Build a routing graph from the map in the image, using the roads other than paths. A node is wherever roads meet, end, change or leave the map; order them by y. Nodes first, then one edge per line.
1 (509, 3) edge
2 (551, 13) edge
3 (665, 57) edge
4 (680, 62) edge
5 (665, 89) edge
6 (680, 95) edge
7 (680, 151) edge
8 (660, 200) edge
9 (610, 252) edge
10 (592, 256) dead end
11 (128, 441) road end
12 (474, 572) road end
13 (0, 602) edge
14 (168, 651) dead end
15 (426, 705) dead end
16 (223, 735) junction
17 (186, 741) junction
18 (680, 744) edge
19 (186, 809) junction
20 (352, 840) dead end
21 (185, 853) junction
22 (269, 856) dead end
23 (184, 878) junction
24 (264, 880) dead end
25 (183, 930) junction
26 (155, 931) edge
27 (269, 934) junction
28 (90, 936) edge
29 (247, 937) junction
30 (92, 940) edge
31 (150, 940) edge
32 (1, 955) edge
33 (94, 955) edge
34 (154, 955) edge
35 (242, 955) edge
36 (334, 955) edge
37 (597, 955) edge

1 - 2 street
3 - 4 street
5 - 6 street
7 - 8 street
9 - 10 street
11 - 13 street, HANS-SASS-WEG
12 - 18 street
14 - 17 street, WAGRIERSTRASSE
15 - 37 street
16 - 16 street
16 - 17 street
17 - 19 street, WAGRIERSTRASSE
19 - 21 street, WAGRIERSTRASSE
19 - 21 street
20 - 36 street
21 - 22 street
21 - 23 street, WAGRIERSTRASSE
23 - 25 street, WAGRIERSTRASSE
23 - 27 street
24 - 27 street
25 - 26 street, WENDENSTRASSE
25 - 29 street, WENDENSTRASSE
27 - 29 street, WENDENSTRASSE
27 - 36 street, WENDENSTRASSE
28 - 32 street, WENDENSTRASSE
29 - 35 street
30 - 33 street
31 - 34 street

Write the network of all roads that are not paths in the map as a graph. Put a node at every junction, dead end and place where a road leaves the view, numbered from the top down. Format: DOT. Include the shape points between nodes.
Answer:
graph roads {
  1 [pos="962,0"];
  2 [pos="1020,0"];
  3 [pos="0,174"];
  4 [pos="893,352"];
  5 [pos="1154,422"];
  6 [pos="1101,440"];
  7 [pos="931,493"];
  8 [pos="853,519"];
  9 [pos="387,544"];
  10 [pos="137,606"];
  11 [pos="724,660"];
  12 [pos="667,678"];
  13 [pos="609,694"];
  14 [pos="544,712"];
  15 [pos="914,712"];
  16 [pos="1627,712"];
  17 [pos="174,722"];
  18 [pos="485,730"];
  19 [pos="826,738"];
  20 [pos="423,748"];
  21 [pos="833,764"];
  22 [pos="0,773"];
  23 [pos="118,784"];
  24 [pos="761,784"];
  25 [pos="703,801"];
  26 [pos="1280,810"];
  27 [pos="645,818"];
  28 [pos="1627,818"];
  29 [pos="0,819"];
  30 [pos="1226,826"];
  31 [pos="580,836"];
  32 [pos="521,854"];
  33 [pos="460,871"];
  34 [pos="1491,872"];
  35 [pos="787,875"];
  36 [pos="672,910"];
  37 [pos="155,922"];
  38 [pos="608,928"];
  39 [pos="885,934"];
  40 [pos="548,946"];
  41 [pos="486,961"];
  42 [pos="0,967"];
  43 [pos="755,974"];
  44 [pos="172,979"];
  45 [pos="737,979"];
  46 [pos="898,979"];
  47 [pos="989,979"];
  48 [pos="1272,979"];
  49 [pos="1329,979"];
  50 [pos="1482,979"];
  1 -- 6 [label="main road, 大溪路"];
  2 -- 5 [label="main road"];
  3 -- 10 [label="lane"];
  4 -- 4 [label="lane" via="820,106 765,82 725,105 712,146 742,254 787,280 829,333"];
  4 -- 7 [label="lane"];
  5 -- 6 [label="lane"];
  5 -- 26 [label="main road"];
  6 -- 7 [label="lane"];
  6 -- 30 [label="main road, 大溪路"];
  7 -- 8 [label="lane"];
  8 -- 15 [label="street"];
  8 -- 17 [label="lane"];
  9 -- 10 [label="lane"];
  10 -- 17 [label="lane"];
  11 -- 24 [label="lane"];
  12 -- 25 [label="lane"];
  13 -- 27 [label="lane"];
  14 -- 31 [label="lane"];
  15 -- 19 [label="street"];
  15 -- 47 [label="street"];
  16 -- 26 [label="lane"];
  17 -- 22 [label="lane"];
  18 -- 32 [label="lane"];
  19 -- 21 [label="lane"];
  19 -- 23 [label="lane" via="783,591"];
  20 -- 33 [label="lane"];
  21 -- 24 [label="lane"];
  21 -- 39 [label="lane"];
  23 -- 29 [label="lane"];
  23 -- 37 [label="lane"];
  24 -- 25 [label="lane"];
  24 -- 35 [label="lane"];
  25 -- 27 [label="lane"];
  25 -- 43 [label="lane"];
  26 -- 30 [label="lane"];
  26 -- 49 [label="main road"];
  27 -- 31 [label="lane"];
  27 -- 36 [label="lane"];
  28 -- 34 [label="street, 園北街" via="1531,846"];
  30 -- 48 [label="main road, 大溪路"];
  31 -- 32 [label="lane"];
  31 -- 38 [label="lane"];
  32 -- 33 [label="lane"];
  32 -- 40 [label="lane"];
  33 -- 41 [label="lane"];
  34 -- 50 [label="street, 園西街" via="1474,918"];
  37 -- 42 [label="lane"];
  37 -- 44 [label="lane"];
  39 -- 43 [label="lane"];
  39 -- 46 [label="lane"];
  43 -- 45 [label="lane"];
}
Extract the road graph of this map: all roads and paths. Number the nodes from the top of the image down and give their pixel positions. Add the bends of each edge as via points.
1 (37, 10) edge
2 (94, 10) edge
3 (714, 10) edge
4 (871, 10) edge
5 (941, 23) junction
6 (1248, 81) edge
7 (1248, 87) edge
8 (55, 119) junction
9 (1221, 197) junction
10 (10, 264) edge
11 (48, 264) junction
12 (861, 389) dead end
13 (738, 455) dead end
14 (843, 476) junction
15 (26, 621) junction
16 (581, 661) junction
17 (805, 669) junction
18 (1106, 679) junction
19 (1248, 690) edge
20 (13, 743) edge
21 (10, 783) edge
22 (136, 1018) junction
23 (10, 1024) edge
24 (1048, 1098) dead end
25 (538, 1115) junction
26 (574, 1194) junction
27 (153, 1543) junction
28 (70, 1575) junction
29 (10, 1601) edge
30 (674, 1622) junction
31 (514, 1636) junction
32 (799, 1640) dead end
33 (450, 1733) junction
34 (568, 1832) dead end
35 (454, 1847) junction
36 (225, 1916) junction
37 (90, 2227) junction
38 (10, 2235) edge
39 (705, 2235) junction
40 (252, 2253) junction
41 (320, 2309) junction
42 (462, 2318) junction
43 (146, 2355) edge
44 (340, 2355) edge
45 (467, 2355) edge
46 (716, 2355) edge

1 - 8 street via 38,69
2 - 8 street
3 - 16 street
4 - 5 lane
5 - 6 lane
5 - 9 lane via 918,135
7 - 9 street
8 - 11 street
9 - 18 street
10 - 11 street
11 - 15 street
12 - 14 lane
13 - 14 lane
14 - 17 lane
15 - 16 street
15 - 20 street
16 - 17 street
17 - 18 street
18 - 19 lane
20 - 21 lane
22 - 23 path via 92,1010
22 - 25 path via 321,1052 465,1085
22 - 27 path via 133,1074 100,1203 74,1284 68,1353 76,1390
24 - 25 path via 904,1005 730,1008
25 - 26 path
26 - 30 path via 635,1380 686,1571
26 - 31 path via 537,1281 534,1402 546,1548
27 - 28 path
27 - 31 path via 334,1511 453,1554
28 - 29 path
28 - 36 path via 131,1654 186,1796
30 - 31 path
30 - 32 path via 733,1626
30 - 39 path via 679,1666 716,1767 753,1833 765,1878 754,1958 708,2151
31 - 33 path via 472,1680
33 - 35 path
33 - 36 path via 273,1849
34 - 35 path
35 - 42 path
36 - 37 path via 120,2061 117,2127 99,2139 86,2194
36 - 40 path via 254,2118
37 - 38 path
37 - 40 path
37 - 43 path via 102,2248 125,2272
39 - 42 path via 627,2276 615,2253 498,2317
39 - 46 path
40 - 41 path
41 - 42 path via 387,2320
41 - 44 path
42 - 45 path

┄┄┄┄┄┄┄┄┄┄┄┄┄┄┄┄┄┄┄┄

▶ **Exercise requirements**:
Copy out each line from the preceding entries that mentions the word "paths".

▶ **Answer for this exercise**:
Build a routing graph from the map in the image, using the roads other than paths. A node is wherever roads meet, end, change or leave the map; order them by y. Nodes first, then one edge per line.
Write the network of all roads that are not paths in the map as a graph. Put a node at every junction, dead end and place where a road leaves the view, numbered from the top down. Format: DOT. Include the shape points between nodes.
Extract the road graph of this map: all roads and paths. Number the nodes from the top of the image down and give their pixel positions. Add the bends of each edge as via points.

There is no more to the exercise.